Record excerpts
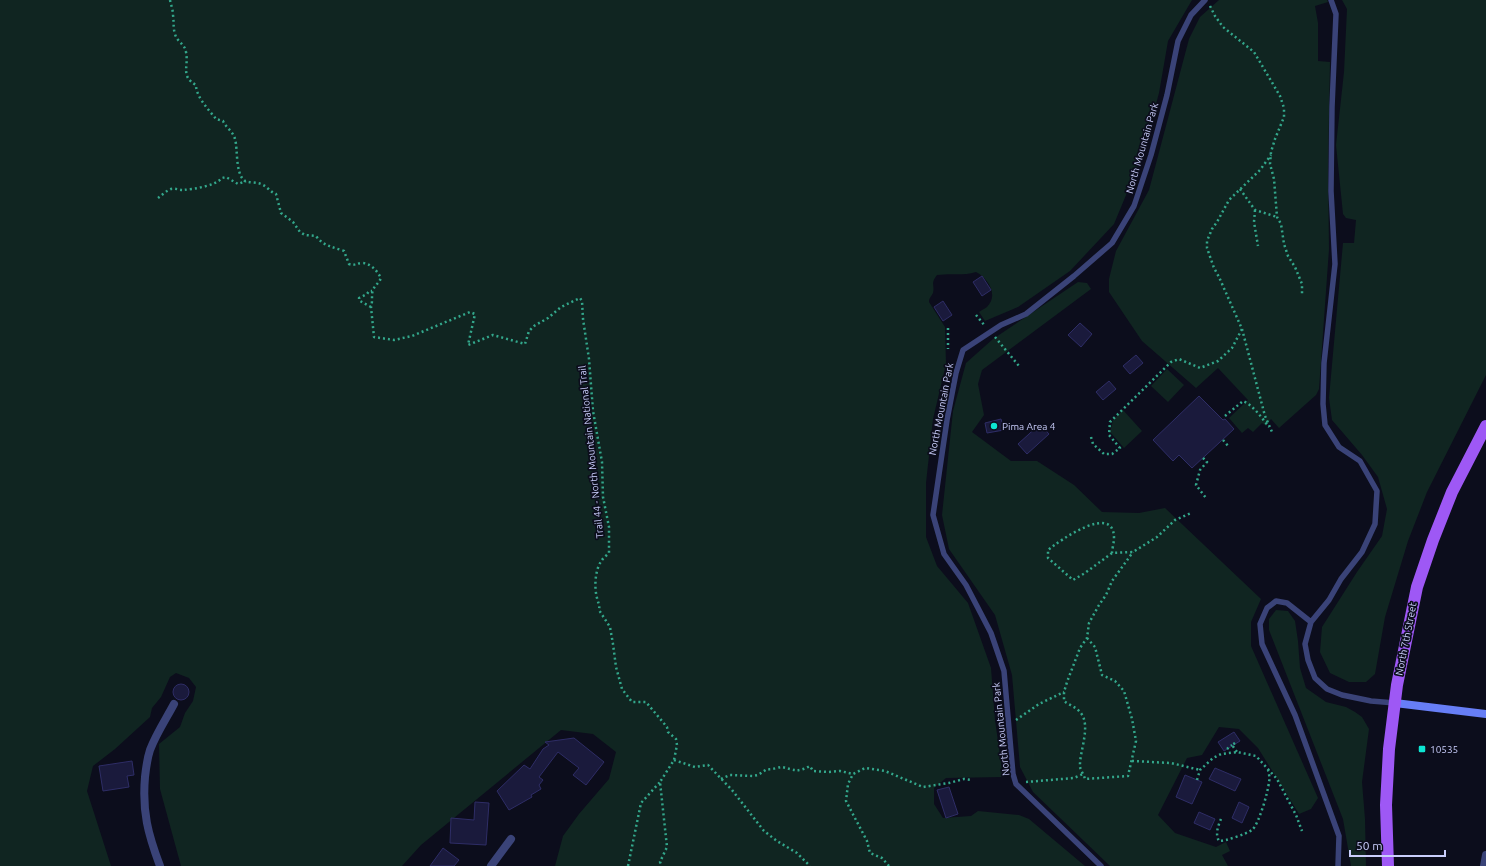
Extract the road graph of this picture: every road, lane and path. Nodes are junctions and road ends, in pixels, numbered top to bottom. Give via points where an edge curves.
1 (170, 0) edge
2 (1205, 0) edge
3 (1208, 0) edge
4 (1331, 0) edge
5 (1271, 155) junction
6 (246, 181) junction
7 (1240, 189) junction
8 (158, 198) dead end
9 (1255, 210) junction
10 (1276, 217) junction
11 (1258, 246) dead end
12 (372, 291) junction
13 (1302, 294) dead end
14 (371, 307) junction
15 (976, 315) dead end
16 (948, 328) dead end
17 (1242, 329) junction
18 (990, 331) junction
19 (948, 349) dead end
20 (1019, 366) dead end
21 (1225, 416) dead end
22 (1486, 426) edge
23 (1091, 437) dead end
24 (1223, 440) dead end
25 (1229, 447) dead end
26 (1203, 458) dead end
27 (1206, 498) dead end
28 (1191, 513) dead end
29 (1133, 552) junction
30 (1112, 553) junction
31 (1311, 622) junction
32 (1087, 638) junction
33 (1064, 692) junction
34 (1395, 703) junction
35 (174, 704) dead end
36 (1486, 714) edge
37 (1010, 736) junction
38 (1235, 743) dead end
39 (1232, 745) junction
40 (1227, 748) dead end
41 (1237, 752) junction
42 (674, 760) junction
43 (1132, 761) junction
44 (1268, 769) junction
45 (1200, 770) junction
46 (853, 774) junction
47 (1083, 774) junction
48 (721, 778) junction
49 (972, 780) dead end
50 (1197, 780) dead end
51 (660, 782) junction
52 (1027, 782) dead end
53 (1221, 819) dead end
54 (1302, 831) dead end
55 (511, 839) dead end
56 (1486, 855) edge
57 (160, 866) edge
58 (491, 866) edge
59 (628, 866) edge
60 (662, 866) edge
61 (810, 866) edge
62 (890, 866) edge
63 (1101, 866) edge
64 (1338, 866) edge
65 (1388, 866) edge
66 (1484, 866) edge

1 - 6 path via 175,34 186,52 187,78 196,85 198,94 216,119 223,121 232,132 235,138 236,162
2 - 18 lane, North Mountain Park via 1191,15 1178,41 1151,155 1134,206 1112,243 1026,314
3 - 5 path via 1214,16 1254,52 1280,96 1284,117
4 - 31 lane via 1336,14 1331,191 1335,264 1324,363 1323,404 1325,425 1339,447 1360,461 1377,491 1377,498 1375,524 1362,552
5 - 7 path
5 - 10 path
6 - 8 path via 238,184 226,177 212,185 181,190 170,189
6 - 12 path, Trail 44 - North Mountain National Trail via 261,184 276,194 281,213 293,222 300,232 316,236 325,245 344,251 349,264 354,266 362,263 373,268 381,278
7 - 9 path
7 - 17 path via 1229,200 1212,229 1207,248
9 - 10 path
9 - 11 path
10 - 13 path via 1281,224 1288,256 1302,284
12 - 14 path, Trail 44 - North Mountain National Trail
12 - 14 path, Trail 44 - North Mountain National Trail via 359,298
14 - 42 path, Trail 44 - North Mountain National Trail via 374,337 394,340 412,336 470,312 475,314 468,345 493,336 525,344 528,331 561,307 580,298 591,373 593,411 602,462 603,497 609,527 609,553 601,561 595,584 599,610 610,627 622,689 632,702 646,702 676,739
15 - 18 path
16 - 19 path
17 - 21 path via 1265,416 1272,432 1260,414 1243,401
17 - 23 path via 1232,348 1218,361 1200,368 1178,359 1171,362 1110,422 1109,434 1120,448 1112,454 1104,454 1093,444
18 - 20 path
18 - 37 lane, North Mountain Park via 963,350 948,415 933,514 944,554 966,586 991,633 1004,671
22 - 34 main road, North 7th Street via 1452,492 1416,587
24 - 25 path
26 - 27 path via 1208,462 1200,470 1196,485
28 - 29 path via 1175,520 1156,537
29 - 30 path
29 - 32 path via 1112,581 1089,623
30 - 30 path via 1114,537 1111,528 1106,523 1098,522 1059,541 1048,550 1048,558 1073,580
31 - 34 lane via 1305,644 1315,678 1327,689 1342,695
31 - 64 lane via 1286,603 1276,601 1266,608 1260,624 1262,644 1296,714 1339,836
32 - 33 path via 1080,648
32 - 43 path via 1095,647 1102,675 1115,681 1124,691 1136,741
33 - 37 path via 1017,718
33 - 47 path via 1064,701 1079,710 1083,716 1084,739 1080,769
34 - 36 street
34 - 65 main road, North 7th Street via 1387,770
35 - 57 street via 151,749 146,766 146,825
37 - 63 lane, North Mountain Park via 1016,784
38 - 39 path
39 - 40 path
39 - 41 path
41 - 44 path via 1256,756
41 - 45 path via 1221,754
42 - 48 path via 695,767 708,765
42 - 51 path, Trail 44 - North Mountain National Trail
43 - 45 path via 1171,763
43 - 47 path via 1128,776 1085,779
44 - 53 path via 1269,784 1258,822 1252,830 1219,841 1217,832
44 - 54 path via 1296,815
45 - 50 path
46 - 48 path via 814,771 810,766 797,771 782,767 766,769 753,776 730,775
46 - 49 path via 865,768 886,771 923,787 964,779
46 - 62 path via 848,784 846,801 867,841 870,853 882,858
47 - 52 path via 1074,778
48 - 61 path via 764,831 797,853
51 - 59 path, Trail 44 - North Mountain National Trail via 641,803
51 - 60 path via 667,847 660,862
55 - 58 street
56 - 66 street

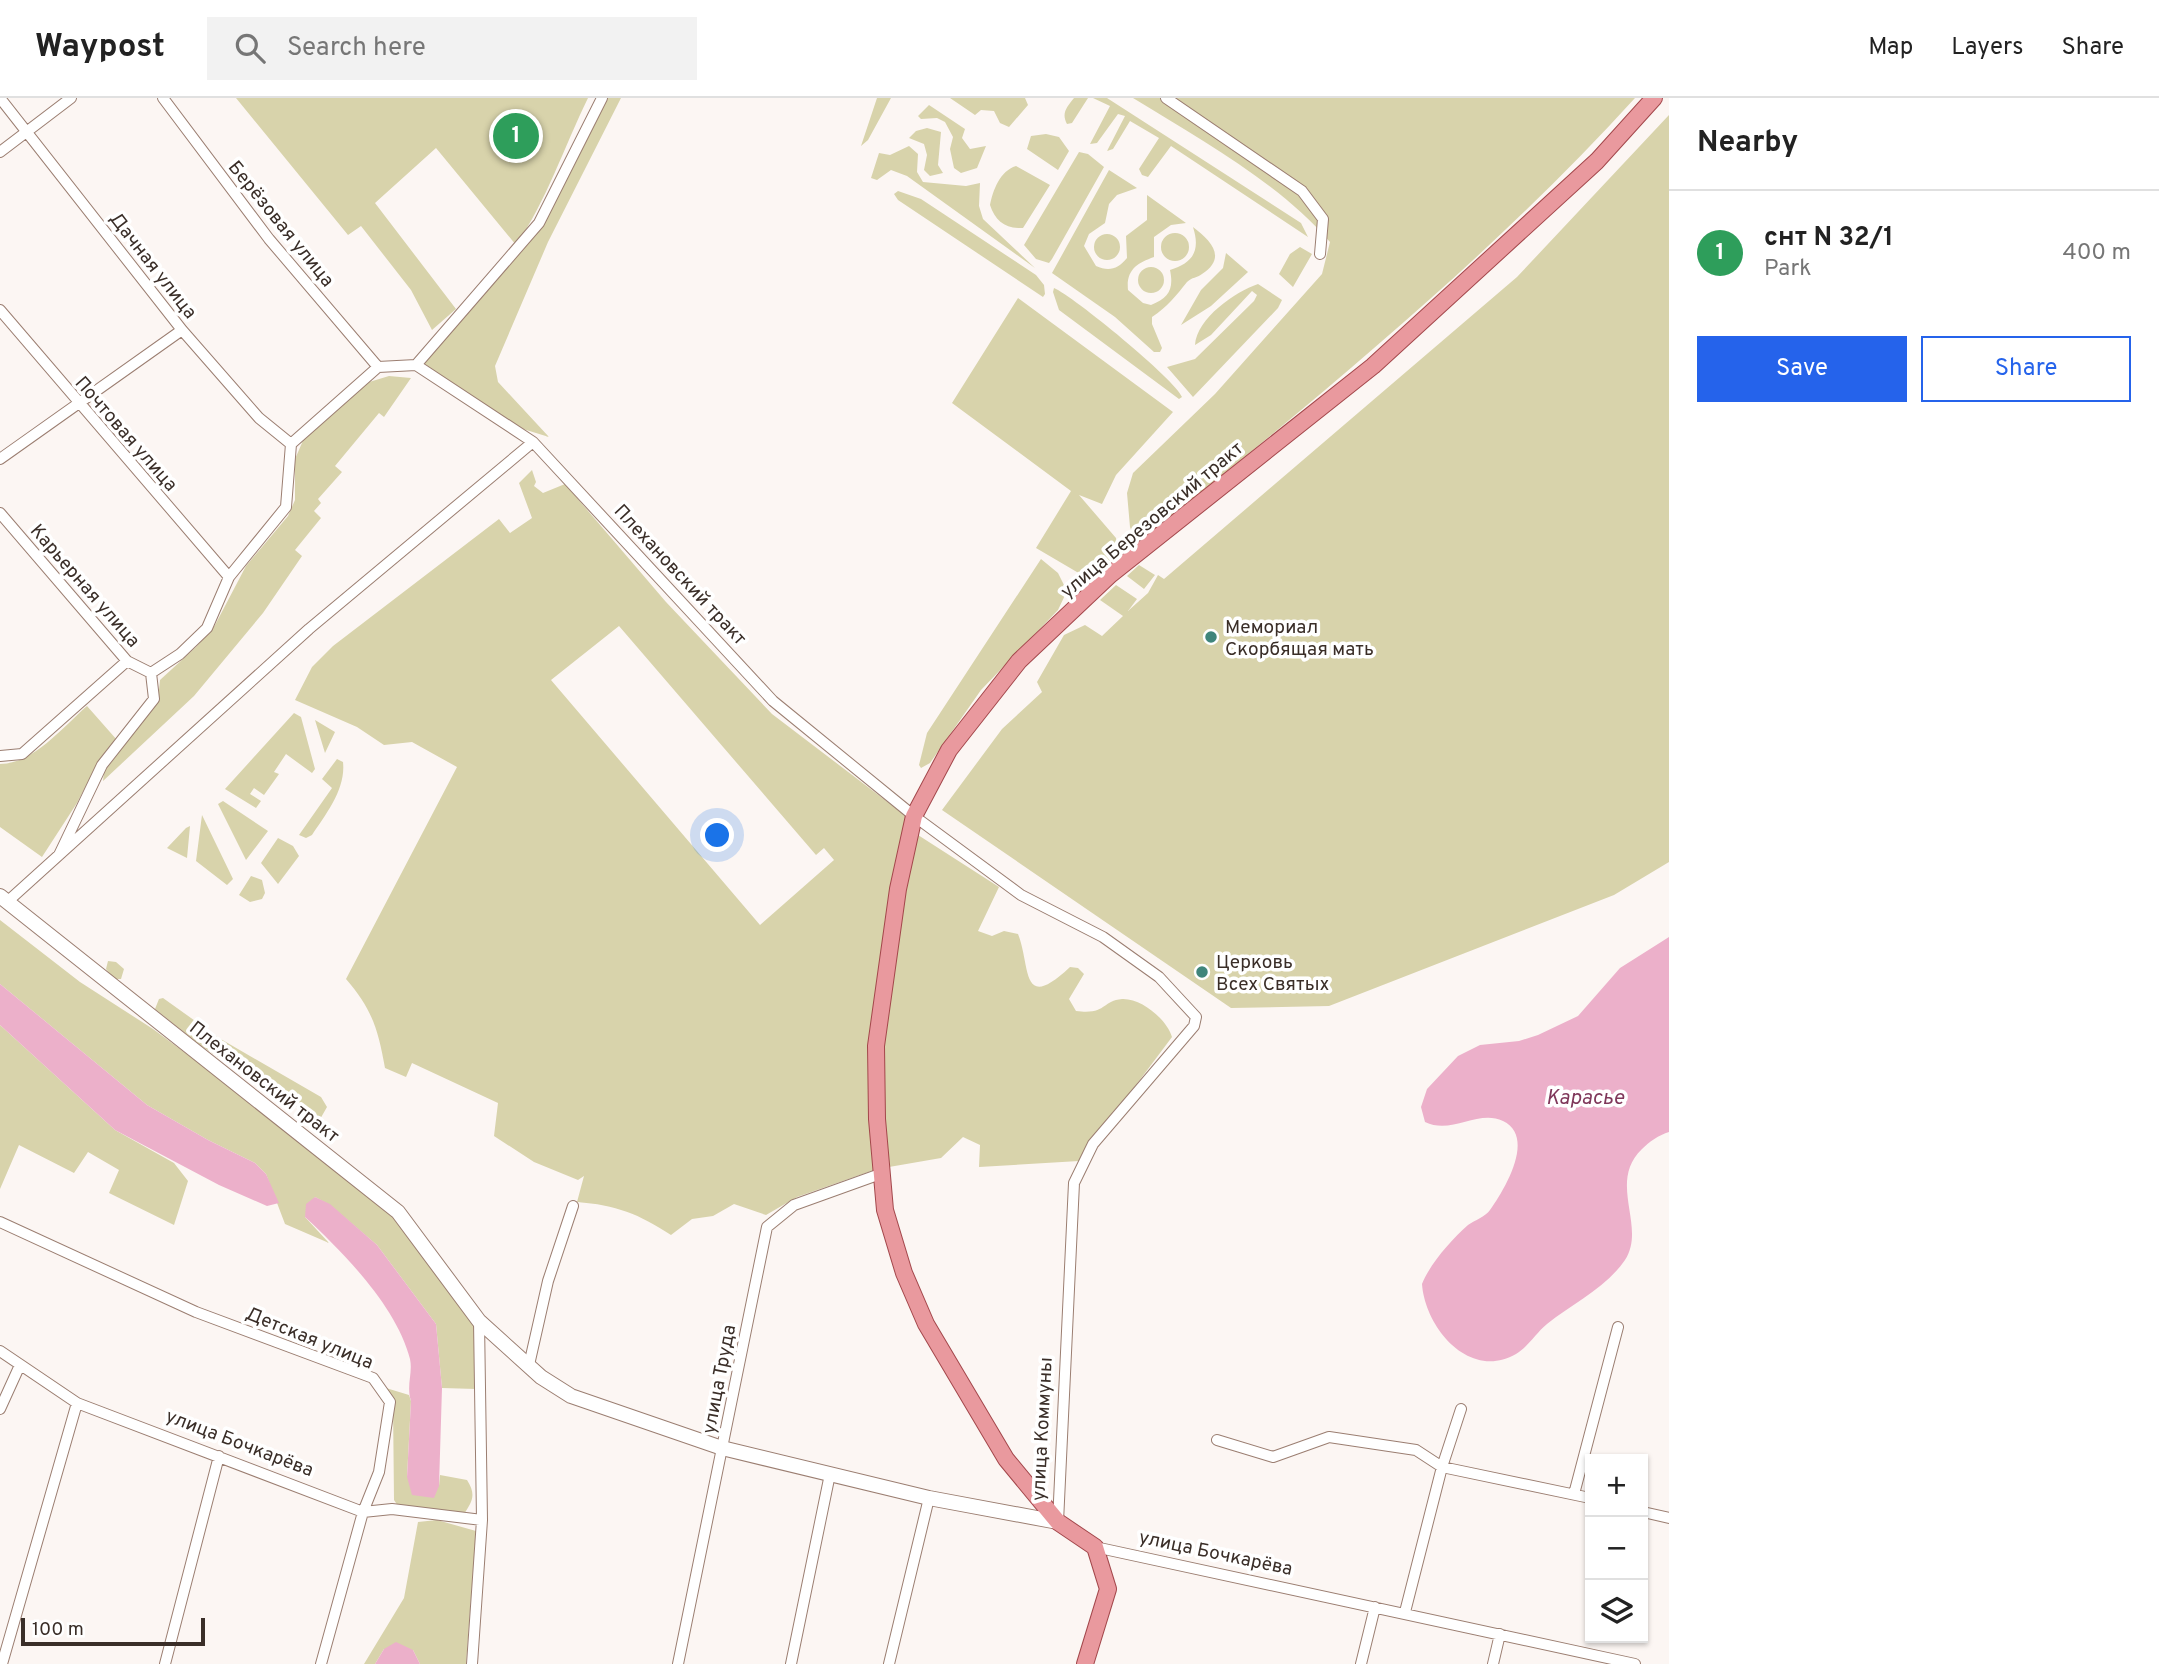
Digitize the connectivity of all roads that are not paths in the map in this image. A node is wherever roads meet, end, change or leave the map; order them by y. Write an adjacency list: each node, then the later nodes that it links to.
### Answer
1 (0, 98): 7 (street, Дачная улица)
2 (71, 98): 7 (street)
3 (163, 98): 13 (street, Берёзовая улица)
4 (602, 98): 12 (street)
5 (1166, 98): 9 (street)
6 (1654, 98): 23 (main road, улица Березовский тракт)
7 (26, 132): 8 (street); 11 (street, Дачная улица)
8 (0, 152)
9 (1320, 254)
10 (0, 310): 14 (street, Почтовая улица)
11 (182, 330): 14 (street); 16 (street, Дачная улица)
12 (416, 365): 13 (street); 15 (street, Плехановский тракт)
13 (378, 366): 16 (street)
14 (79, 405): 17 (street); 19 (street, Почтовая улица)
15 (533, 442): 23 (street, Плехановский тракт); 24 (street)
16 (291, 444): 19 (street)
17 (0, 459)
18 (0, 513): 20 (street, Карьерная улица)
19 (229, 577): 21 (street)
20 (127, 661): 21 (street, Карьерная улица); 22 (street)
21 (152, 673): 24 (street)
22 (0, 756)
23 (914, 816): 26 (street, Плехановский тракт); 27 (main road, улица Березовский тракт)
24 (59, 855): 25 (street)
25 (4, 899): 30 (street, Плехановский тракт)
26 (1194, 1026): 50 (street, улица Коммуны)
27 (883, 1173): 39 (street, улица Труда); 50 (main road, улица Коммуны)
28 (573, 1206): 34 (street)
29 (0, 1222): 46 (street, Детская улица)
30 (479, 1321): 34 (street, улица Бочкарёва); 49 (street)
31 (1618, 1327): 43 (street)
32 (0, 1351): 33 (street, улица Бочкарёва)
33 (20, 1365): 35 (street, улица Бочкарёва); 36 (street)
34 (529, 1365): 39 (street, улица Бочкарёва)
35 (77, 1403): 40 (street, улица Бочкарёва); 55 (street)
36 (0, 1409)
37 (1461, 1409): 41 (street)
38 (1217, 1440): 41 (street)
39 (722, 1448): 42 (street, улица Бочкарёва); 59 (street, улица Труда)
40 (219, 1456): 46 (street, улица Бочкарёва); 56 (street)
41 (1442, 1467): 43 (street); 53 (street)
42 (830, 1474): 45 (street, улица Бочкарёва); 60 (street)
43 (1574, 1494): 44 (street)
44 (1585, 1497)
45 (929, 1498): 50 (street, улица Бочкарёва); 61 (street)
46 (363, 1512): 49 (street, улица Бочкарёва); 57 (street, Детская улица)
47 (1648, 1513): 48 (street)
48 (1669, 1518)
49 (482, 1520): 58 (street)
50 (1058, 1521): 51 (main road, улица Бочкарёва)
51 (1095, 1547): 52 (street, улица Бочкарёва); 62 (main road)
52 (1375, 1607): 53 (street, улица Бочкарёва); 63 (street)
53 (1405, 1612): 54 (street, улица Бочкарёва)
54 (1500, 1634): 64 (street); 65 (street, улица Бочкарёва)
55 (2, 1664)
56 (165, 1664)
57 (321, 1664)
58 (472, 1664)
59 (678, 1664)
60 (791, 1664)
61 (889, 1664)
62 (1085, 1664)
63 (1361, 1664)
64 (1493, 1664)
65 (1635, 1664)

Problem to solve
Lines with the word "National" in the data need counting; report the count alone.

Written solution
6